Faster, faster, faster! That’s the overriding mantra of the day when it comes to website load speed.
There are hundreds of factors that affect the loading speed of a website. This is complicated further if you’re running a dynamic CMS like WordPress.
Caching, and caching plugins for WordPress in particular, are often used to help out. We can apply caching to many things and it’s a wonderful thing when used correctly.
But there is 1 type of caching that destroys lives, breaks families apart, and sucks the joy of life from everyone it touches: Page Cache.
What is Page Cache?
The name is a little self-explanatory, but it causes a lot of trouble. Here’s a simple way to look at it:
When Visitor ‘A‘ requests a page, the website will build it and return this page ‘content’ to the visitor’s browser. With Page Cache running, this page content is saved so that it doesn’t need to be rebuilt if someone else asks for it. Then, when visitor ‘B‘ comes along and requests the same page, the page cache simply sends out the previously cached content (without having to rebuild anything).
This sounds absolutely wonderful, right? Serving a page from cache will completely by-pass all the processing that goes into making a page load. Fan-freakin’-tastic!
Page Cache is great for static content.
In the big, wide world of the web, content can be broken up into 2 main types:
Static content is that which doesn’t change. A trivial example of this is an image. Images don’t magically change from 1 request to the next. If you request the same URI for an image, you’ll get the same image every time. It’s static – unchanging. (note: static is unchanging… it doesn’t mean “never” changing)
Dynamic content is that which is constructed at the time of the request. Depending on various factors and variables, the content may change. Not all the time, but since it’s dynamic, it has every right to do so.
How does this relate to page caching? Page caching is a way of forcing dynamic content to be static.
WordPress is, by definition, dynamic. The content of each and every page is built at the time of request from the visitor.
That’s a lot of work. But that’s the way it is. This is the price we pay for a site that is easily customizable.
So can you imagine what will happen when we try to force dynamic websites to be static? That is, when we try to force dynamic content to be static?
Page Cache is not so good for WordPress
Yes, you heard it here first. Page Cache isn’t good for WordPress. Now go and tell all your friends.
If there is any content on a page that must be unique or specific to a given visitor, then you cannot use Page Cache.
Read that line again. This is really important.
Here are some of the consequences of ignoring this principle:
- Unique, per-visitor, dynamic content will not work. And if it does, it’ll be erratic at best.
- Any plugins or themes that require unique, dynamic content display/processing will break. (it’s not the fault of the developer)
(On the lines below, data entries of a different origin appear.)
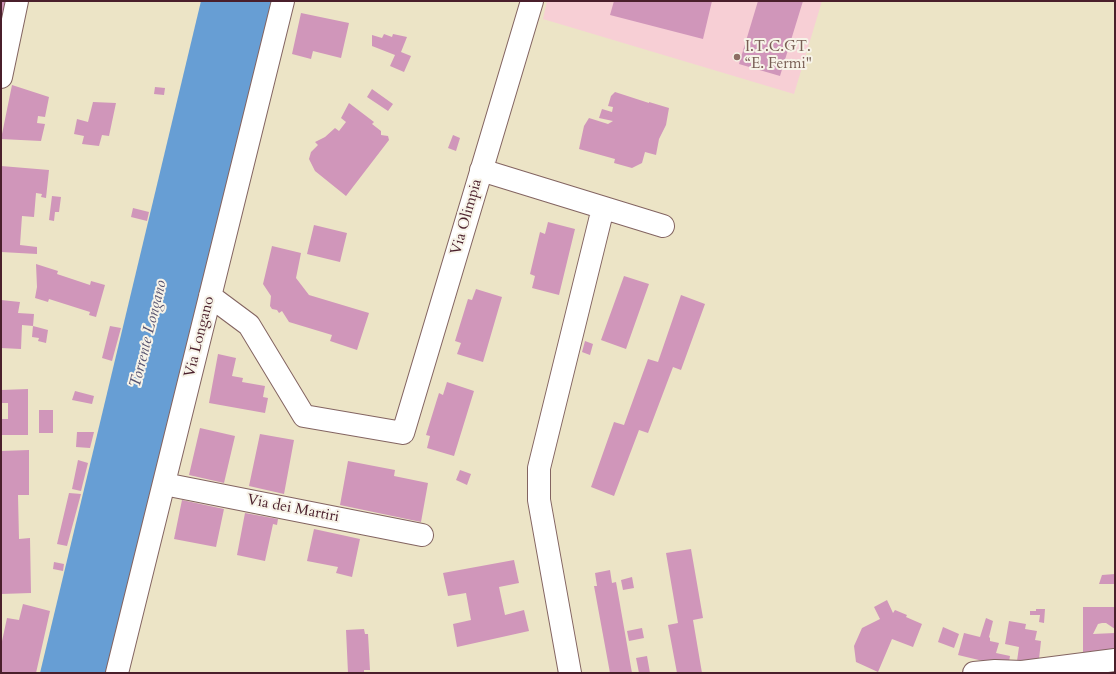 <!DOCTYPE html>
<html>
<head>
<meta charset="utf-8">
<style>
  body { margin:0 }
  #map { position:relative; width:1116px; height:674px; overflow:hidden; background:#ece4c6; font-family:Cardo,serif }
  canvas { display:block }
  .frame { position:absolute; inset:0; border:2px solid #4a1f2b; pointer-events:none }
</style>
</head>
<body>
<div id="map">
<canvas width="1116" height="674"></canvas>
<div class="frame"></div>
</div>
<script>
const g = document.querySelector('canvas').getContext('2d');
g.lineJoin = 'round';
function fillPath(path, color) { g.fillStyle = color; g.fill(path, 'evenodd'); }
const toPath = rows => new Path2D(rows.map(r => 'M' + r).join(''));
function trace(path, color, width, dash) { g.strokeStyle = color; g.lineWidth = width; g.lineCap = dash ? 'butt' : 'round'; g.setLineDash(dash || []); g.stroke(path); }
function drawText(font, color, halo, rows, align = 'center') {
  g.font = font + ' Cardo,serif'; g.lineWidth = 4; g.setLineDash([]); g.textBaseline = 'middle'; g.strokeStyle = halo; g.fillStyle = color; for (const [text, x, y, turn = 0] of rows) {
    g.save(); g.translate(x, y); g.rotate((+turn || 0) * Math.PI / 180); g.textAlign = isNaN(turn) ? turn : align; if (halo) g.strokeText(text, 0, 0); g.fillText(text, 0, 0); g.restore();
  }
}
const built = toPath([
  [547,1,822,1,794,94,543,19]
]);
const water = toPath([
  [201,1,273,1,106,673,40,673]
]);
const building = toPath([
  [1,1,6,1,1,24],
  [614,1,712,1,703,39,610,15],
  [758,1,803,1,780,76,739,64],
  [301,13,349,23,341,58,313,51,311,59,292,54],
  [384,34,392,37,393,34,407,37,401,52,411,56,404,72,390,66,395,55,372,46,372,35,382,38],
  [12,85,49,97,45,117,38,116,37,123,45,124,41,141,1,139],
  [155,87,165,88,164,95,154,94],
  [372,89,393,104,388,111,367,97],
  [615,92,649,103,649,102,669,108,666,125,659,139,656,155,645,152,642,163,632,168,614,163,615,159,579,149,584,126,589,118,608,124,613,121,599,118,602,109,612,112,613,107,608,106,611,96],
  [93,102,116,103,109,136,102,135,99,146,82,144,84,136,74,134,77,119,88,122],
  [349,103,374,122,372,124,381,131,381,135,388,136,389,140,346,196,315,171,309,159,311,152,318,145,315,142,325,137,335,128,339,131,346,122,341,118],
  [453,135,460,138,456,151,448,148],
  [1,166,49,170,46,198,41,197,42,194,36,193,34,217,22,216,20,245,37,247,37,254,1,252],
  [52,196,61,197,59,212,55,212,54,221,49,220],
  [133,208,149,212,147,221,131,217],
  [548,222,575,229,559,295,532,288,535,276,530,274,540,232,545,234],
  [314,225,347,233,340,262,307,254],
  [272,246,301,253,296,278,309,295,369,313,357,350,330,341,332,335,289,322,282,311,279,313,277,310,272,309,270,306,271,296,263,284],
  [36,264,58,271,57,274,90,285,91,281,105,285,96,317,89,315,90,312,49,299,48,302,35,298,37,287],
  [624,276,649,284,626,349,601,340],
  [476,289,502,297,483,362,457,354,461,343,455,341,468,299,472,300],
  [681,295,705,304,681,370,673,367,648,433,639,430,614,496,591,487,614,422,624,425,648,359,658,362],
  [1,300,20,302,18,313,34,314,33,326,22,325,21,349,1,348],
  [33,326,48,330,46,343,38,341,39,338,32,337],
  [110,326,121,328,112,361,102,358],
  [585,341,593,344,590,355,582,352],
  [218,354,236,358,232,376,243,378,242,382,265,386,263,397,268,398,265,413,209,403],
  [447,382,474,391,454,456,427,448,430,436,426,435,439,393,443,395],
  [28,389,28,435,1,435,1,419,8,419,8,403,1,403,1,390],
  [75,391,94,396,92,404,72,400],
  [39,410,53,410,53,433,39,433],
  [200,428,235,436,224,483,189,475],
  [77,432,94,432,90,448,76,447],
  [260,434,294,440,284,494,249,486],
  [29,450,29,495,18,495,19,539,30,538,31,593,1,594,1,451],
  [78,460,88,463,81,491,72,489],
  [348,461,395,470,394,476,428,483,421,522,340,505],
  [460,470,471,474,467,485,456,480],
  [69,493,81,494,67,546,57,544],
  [182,500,224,509,216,547,174,539],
  [245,513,278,519,277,525,273,524,265,561,237,555],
  [314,529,360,539,352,577,336,573,338,567,307,561],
  [691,549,703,618,693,620,702,673,677,673,668,625,678,623,666,553],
  [514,560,519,583,499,587,505,615,524,610,529,631,457,647,453,624,471,620,466,593,448,596,443,573],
  [54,562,64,564,63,571,53,569],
  [610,570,612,583,616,582,632,673,610,673,594,586,597,586,595,573],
  [1115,574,1115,584,1099,584,1102,575],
  [632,577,634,588,623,590,621,580],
  [887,600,893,613,895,610,907,615,906,617,922,624,913,647,892,639,878,672,856,662,854,646,862,628,880,619,874,607],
  [23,604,50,611,36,673,1,673,1,646,7,618,19,620],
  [1083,607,1115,607,1115,629,1106,623,1102,623,1098,624,1093,634,1115,633,1115,651,1083,652],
  [1036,609,1045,609,1044,623,1039,622,1040,615,1030,615,1030,611,1036,611],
  [986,618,993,621,989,637,990,638,990,641,999,643,996,653,1010,656,1008,667,958,655,964,633,980,637],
  [1009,621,1026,624,1025,629,1037,631,1035,640,1041,641,1038,668,1016,668,1019,647,1005,644],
  [943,627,959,634,954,648,938,642],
  [642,628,644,638,629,641,627,631],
  [364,629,365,634,368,634,370,670,364,670,364,673,348,673,346,630],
  [647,656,650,673,639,673,636,658]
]);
const minor = toPath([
  [1,77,17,1],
  [481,170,663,226],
  [210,296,249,325,304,416,403,433,532,1],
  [164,484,422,535],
  [117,673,283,1],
  [570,673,539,500,539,468,603,208],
  [974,673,995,671,1022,672,1115,660]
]);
const markers = [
  [737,57,4,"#8d6e63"]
];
const educationNames = [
  ["I.T.C.GT.",745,48],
  ["“E. Fermi\"",745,65]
];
const streetNames = [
  ["Via Olimpia",467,217,-74],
  ["Via Longano",200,337,-76],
  ["Via dei Martiri",293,509,11]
];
const waterNames = [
  ["Torrente Longano",149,334,-76]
];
fillPath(built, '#f7cfd5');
fillPath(water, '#679ed4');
fillPath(building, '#d096ba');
trace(minor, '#836461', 24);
trace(minor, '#fff', 22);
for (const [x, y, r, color] of markers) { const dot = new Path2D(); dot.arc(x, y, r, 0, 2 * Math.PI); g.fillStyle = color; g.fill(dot); trace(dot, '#f7f3e8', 1.5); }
drawText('15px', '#785e54', '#f7f3e8', educationNames, 'left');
drawText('15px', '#4a1f2b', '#f7f3e8', streetNames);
drawText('italic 16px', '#56526f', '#f7f3e8', waterNames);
</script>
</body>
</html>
- Things on your site that you don’t even realise are dynamic and unique will break and you may not even notice.
Are you seeing the trend?
Page. Caching. On. WordPress. Will. Break. Things.
Why do WordPress plugins offer page caching if it breaks things?
Great question! Here’s another: you have the option to go out and score some crack. Why don’t you?
Having the option to do something doesn’t mean it’s right for you.
There are certain scenarios where page caching will work well i.e. if the page content is static – it’s perfectly ok to use WordPress to build static websites. If this is the case for you, then by all means, throw page caching at it.
How can I speed up my site if Page Caching doesn’t work?
There are 1,000s of resources to help answer this question and we’re not going to dig into such a huge topic here. But, there are 5 golden rules for WordPress optimisation you may want to check here.
Page Caching is just 1 type of caching. Unfortunately it gets rolled up with all the other types of caching, and many site admins become defensive of the idea that caching might be a problem.
I use page caching! What should I do with it?
You probably already know the answer to this. But there is a lot of resistance to turning off page cache, I know, so here’s the question you need to ask:
Do I have, or think that I have, any dynamic content on my site which should be unique to individual site visitors?
- Yes: Turn off your page cache
- No: Keep it on, or turn it off just in case.
“I disagree, Page Caching works on my site”
If page caching works on your site, then great. That doesn’t mean that this article is wrong. It means that you’re lucky.
Your plugin/theme soup isn’t affected, as far you can see, by page caching. Perhaps your site content doesn’t need to change for each visit/visitor and you essentially have a static site.
Comments, Questions, Arguments?
We can imagine a lot of folks wont like this – especially premium caching plugin developers. But this is unfortunately the reality.
Note: no plugins were harmed in the making of this article.